Russia's most famous prisoner Mikhail Khodorkovsky denied yesterday that he had admitted guilt in his request for a Kremlin pardon and thanked Germany's former foreign minister for aiding his release.
"On November 12, I turned to the president of Russia with a request for a pardon associated with family circumstances, and am glad about the positive decision. The issue of my guilt was not addressed," Khodorkovsky said in a statement.
Russian President Vladimir Putin pardoned his long-time rival yesterday morning and the country's Federal Penitentiary Service said Khodorkovsky quickly left the IK-7 prison in the remote northwestern village of Segezha.
Germany's Foreign Ministry confirmed that Khodorkovsky arrived at Berlin's Schoenefeld Airport in the afternoon. Chancellor Angela Merkel hailed a role played "behind the scenes" by former German foreign minister Hans-Dietrich Genscher in helping to secure the release of Khodorkovsky.
Russia's most famous inmate had been in prison for more than a decade for tax-evasion and embezzlement convictions which the US and European Union said represented selective administration of justice.
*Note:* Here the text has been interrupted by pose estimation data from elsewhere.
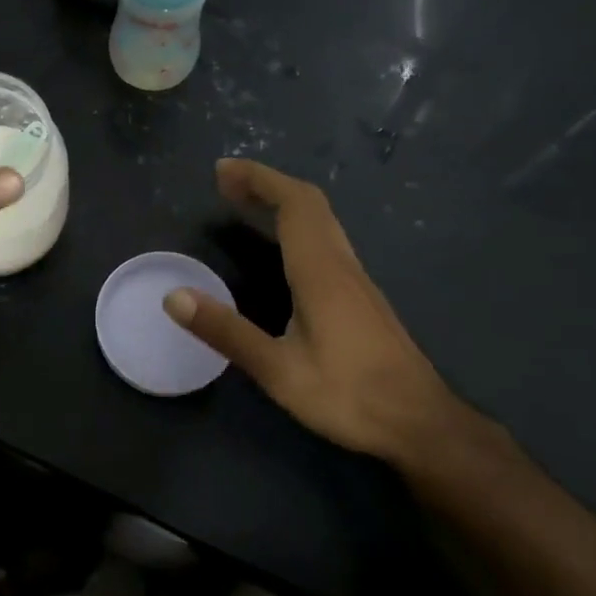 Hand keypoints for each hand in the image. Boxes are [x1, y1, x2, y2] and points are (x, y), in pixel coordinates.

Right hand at [162, 158, 459, 462]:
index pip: (293, 204)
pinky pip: (326, 239)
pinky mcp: (361, 296)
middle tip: (226, 184)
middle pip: (309, 203)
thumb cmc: (350, 396)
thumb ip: (226, 332)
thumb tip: (174, 297)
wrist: (422, 424)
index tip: (222, 171)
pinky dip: (296, 224)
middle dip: (266, 184)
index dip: (258, 179)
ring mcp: (356, 279)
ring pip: (321, 220)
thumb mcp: (278, 370)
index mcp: (321, 271)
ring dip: (282, 201)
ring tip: (246, 204)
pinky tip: (280, 247)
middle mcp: (341, 264) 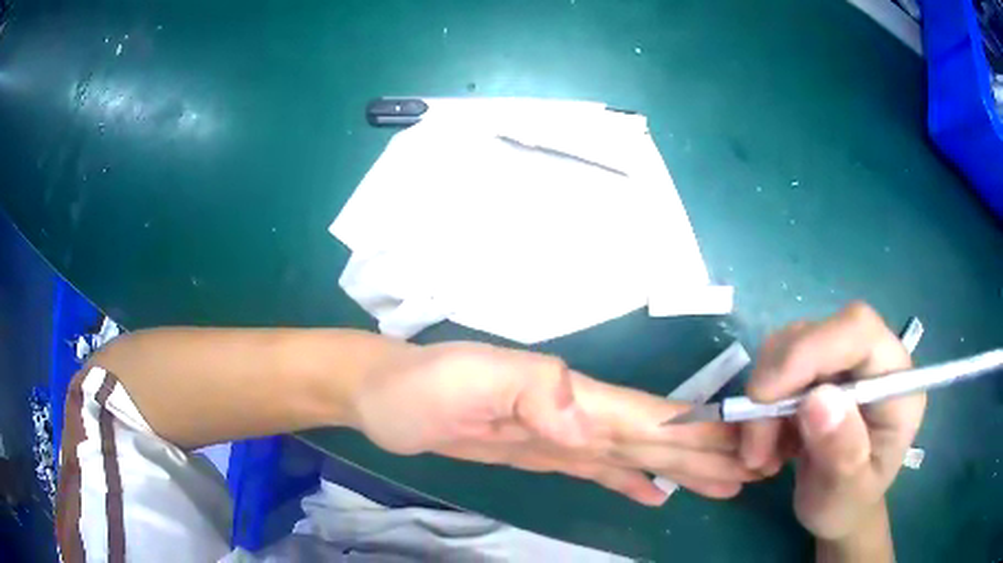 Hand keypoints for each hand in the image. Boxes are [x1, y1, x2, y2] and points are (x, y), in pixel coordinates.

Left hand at [349, 341, 765, 505]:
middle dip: (706, 453)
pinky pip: (600, 471)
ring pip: (636, 456)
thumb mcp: (467, 379)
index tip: (744, 445)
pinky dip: (632, 482)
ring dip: (682, 469)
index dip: (697, 433)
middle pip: (655, 437)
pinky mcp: (542, 454)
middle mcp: (577, 414)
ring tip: (724, 483)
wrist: (382, 395)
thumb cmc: (418, 385)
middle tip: (753, 468)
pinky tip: (656, 494)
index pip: (647, 416)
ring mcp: (562, 436)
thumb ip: (533, 390)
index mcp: (569, 395)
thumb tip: (591, 426)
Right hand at [740, 303, 925, 540]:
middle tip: (756, 444)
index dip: (811, 349)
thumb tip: (817, 399)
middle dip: (777, 384)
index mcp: (896, 380)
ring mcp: (844, 360)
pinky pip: (776, 367)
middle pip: (818, 332)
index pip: (858, 330)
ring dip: (764, 400)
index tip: (766, 397)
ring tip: (761, 452)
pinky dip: (762, 405)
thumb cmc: (849, 504)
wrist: (840, 507)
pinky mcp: (819, 369)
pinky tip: (767, 439)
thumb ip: (842, 450)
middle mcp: (871, 357)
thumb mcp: (847, 493)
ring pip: (789, 346) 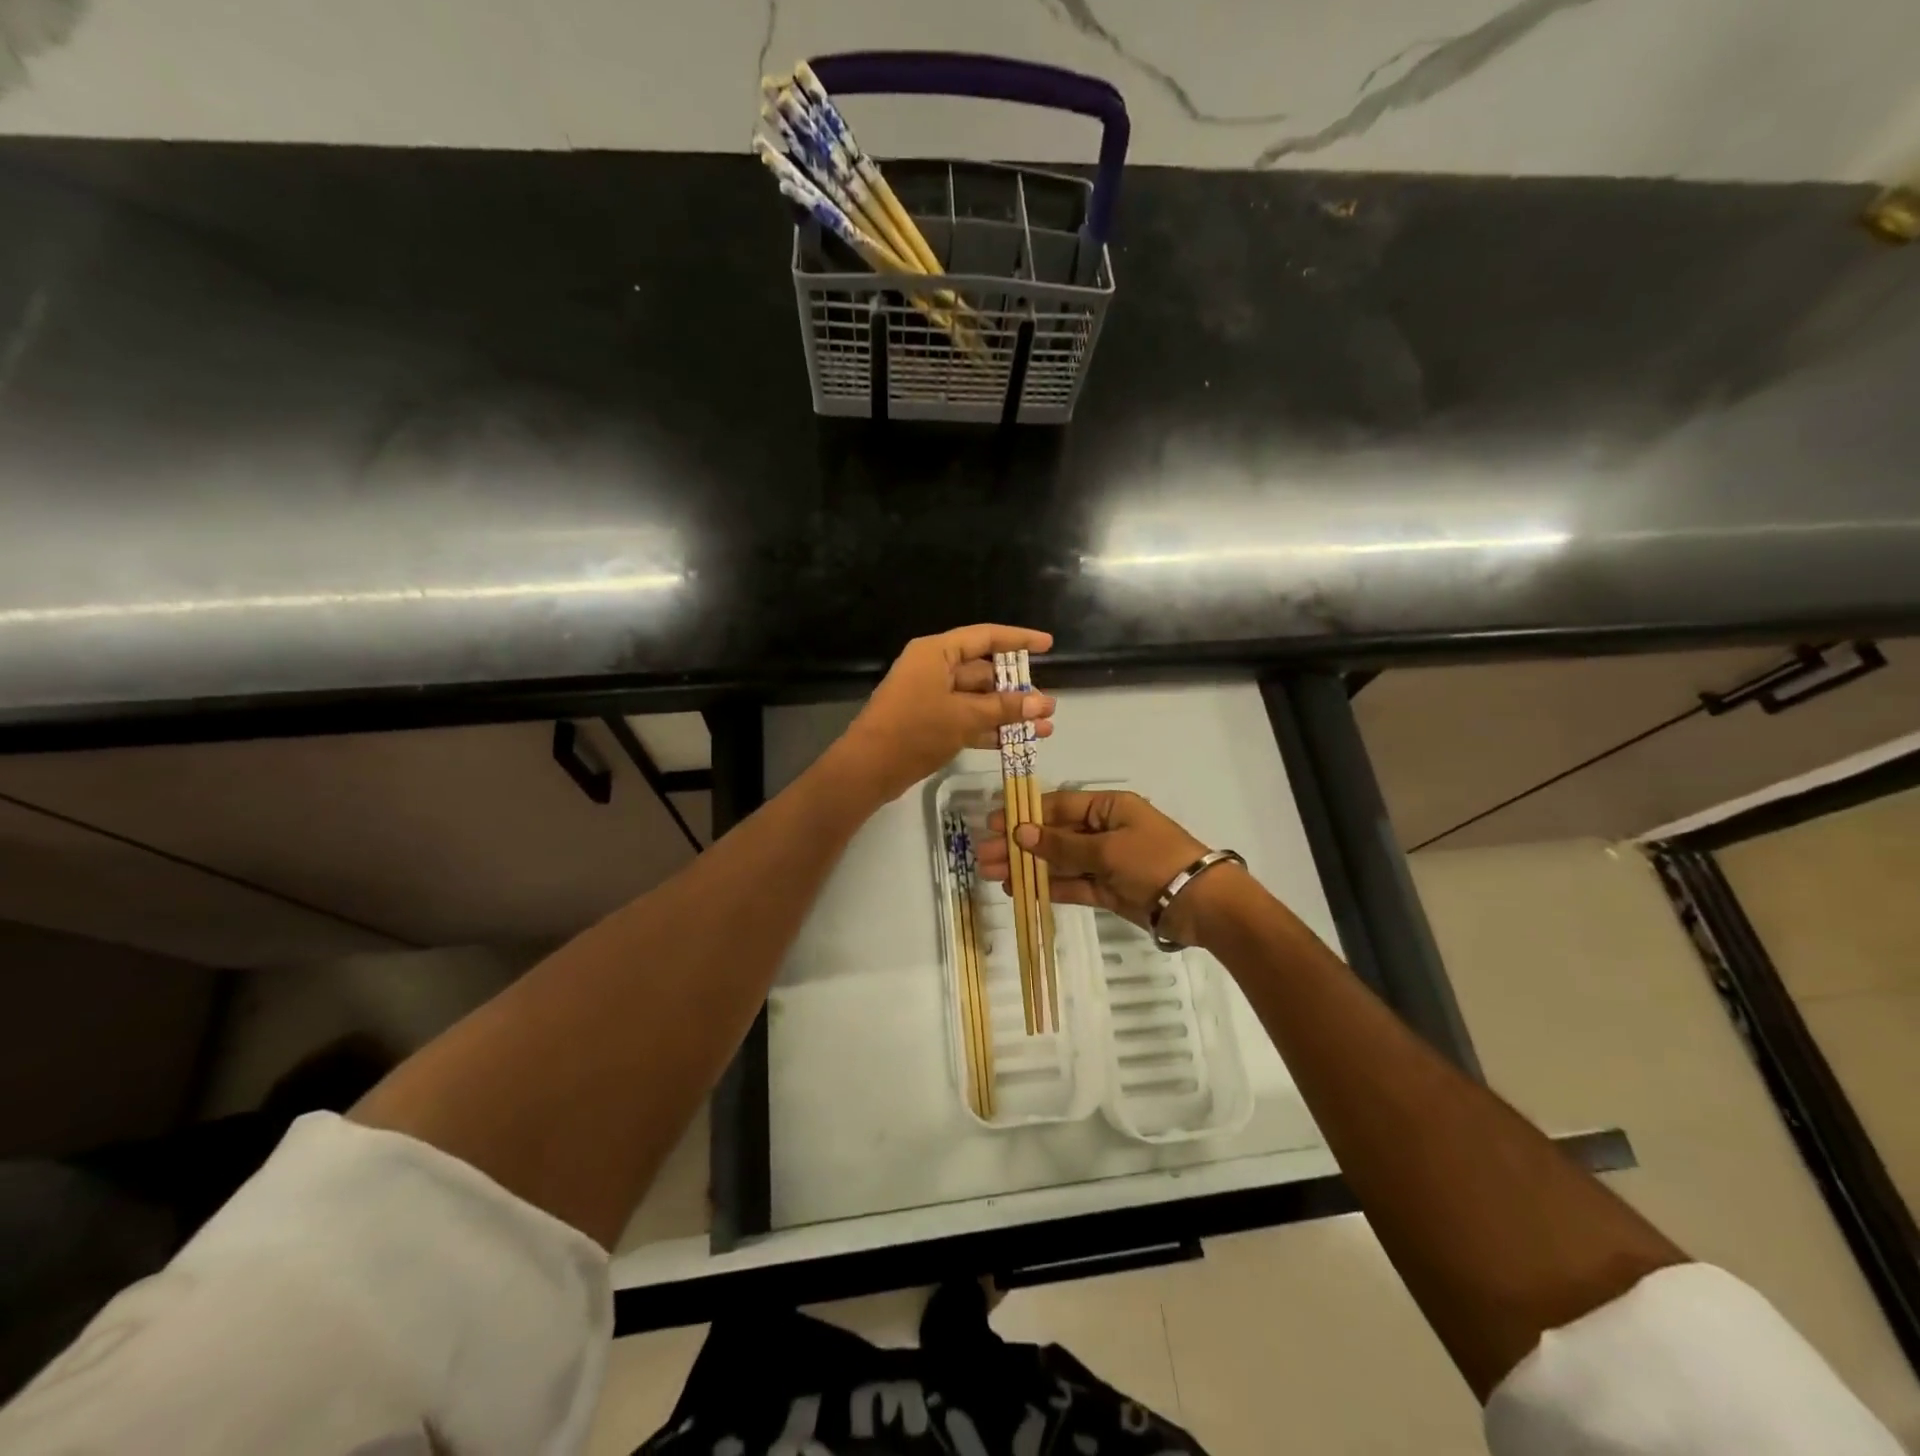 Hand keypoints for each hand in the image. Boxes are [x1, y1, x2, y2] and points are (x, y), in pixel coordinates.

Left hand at [835, 624, 1055, 803]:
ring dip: (1009, 713)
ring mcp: (932, 697)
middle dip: (1018, 689)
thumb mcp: (964, 717)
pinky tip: (1019, 742)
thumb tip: (1043, 703)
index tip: (1048, 645)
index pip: (985, 637)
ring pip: (979, 699)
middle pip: (984, 671)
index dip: (1019, 640)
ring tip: (1044, 728)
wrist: (869, 768)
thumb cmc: (915, 730)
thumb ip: (1005, 708)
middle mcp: (935, 669)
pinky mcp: (931, 723)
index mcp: (937, 653)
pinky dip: (991, 729)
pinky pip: (968, 719)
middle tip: (1049, 706)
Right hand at [979, 789, 1230, 942]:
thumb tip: (1021, 832)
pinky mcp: (1108, 890)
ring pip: (1059, 861)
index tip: (993, 824)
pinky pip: (1073, 884)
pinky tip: (1020, 890)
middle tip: (983, 855)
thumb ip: (1062, 844)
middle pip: (1054, 834)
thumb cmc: (1153, 861)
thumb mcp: (1106, 848)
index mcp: (1109, 807)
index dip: (1025, 814)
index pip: (1059, 805)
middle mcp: (1105, 830)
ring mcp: (1106, 862)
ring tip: (992, 874)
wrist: (1200, 904)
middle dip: (1019, 844)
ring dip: (1028, 867)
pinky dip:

The pardon caps a week in which Russia has battled back against international allegations of human rights abuses. Lawmakers approved a broad amnesty three days ago that included 30 Greenpeace crew members who faced hooliganism charges for an Arctic drilling protest.
Two members of the punk rock band Pussy Riot, jailed for two years after an anti-Kremlin protest in a Moscow cathedral, will be offered freedom under the amnesty, according to their lawyer.
Rather than representing a concession to international disapproval, the Khodorkovsky pardon would appear to come from a position of strength, said Masha Lipman, an analyst at the Carnegie Moscow Centre. Putin has shown he can stand against international wishes - by supporting Syria's president, granting asylum to American leaker Edward Snowden and pulling Ukraine's government towards Russia and away from a deal to get closer to the European Union.
"There is no reason to suspect that he's pardoned Khodorkovsky because he is under pressure," said Lipman. "With negative publicity pouring all over him, Putin has dramatically changed the news cycle."
Khodorkovsky's mother, Marina, told RT television that Putin's decision came as a "bolt from the blue", according to a transcript of her remarks e-mailed by the state-run broadcaster.
Khodorkovsky's oil company was effectively crushed under the weight of a US$28 billion back-tax bill. Yukos was sold off mostly to the state oil company Rosneft.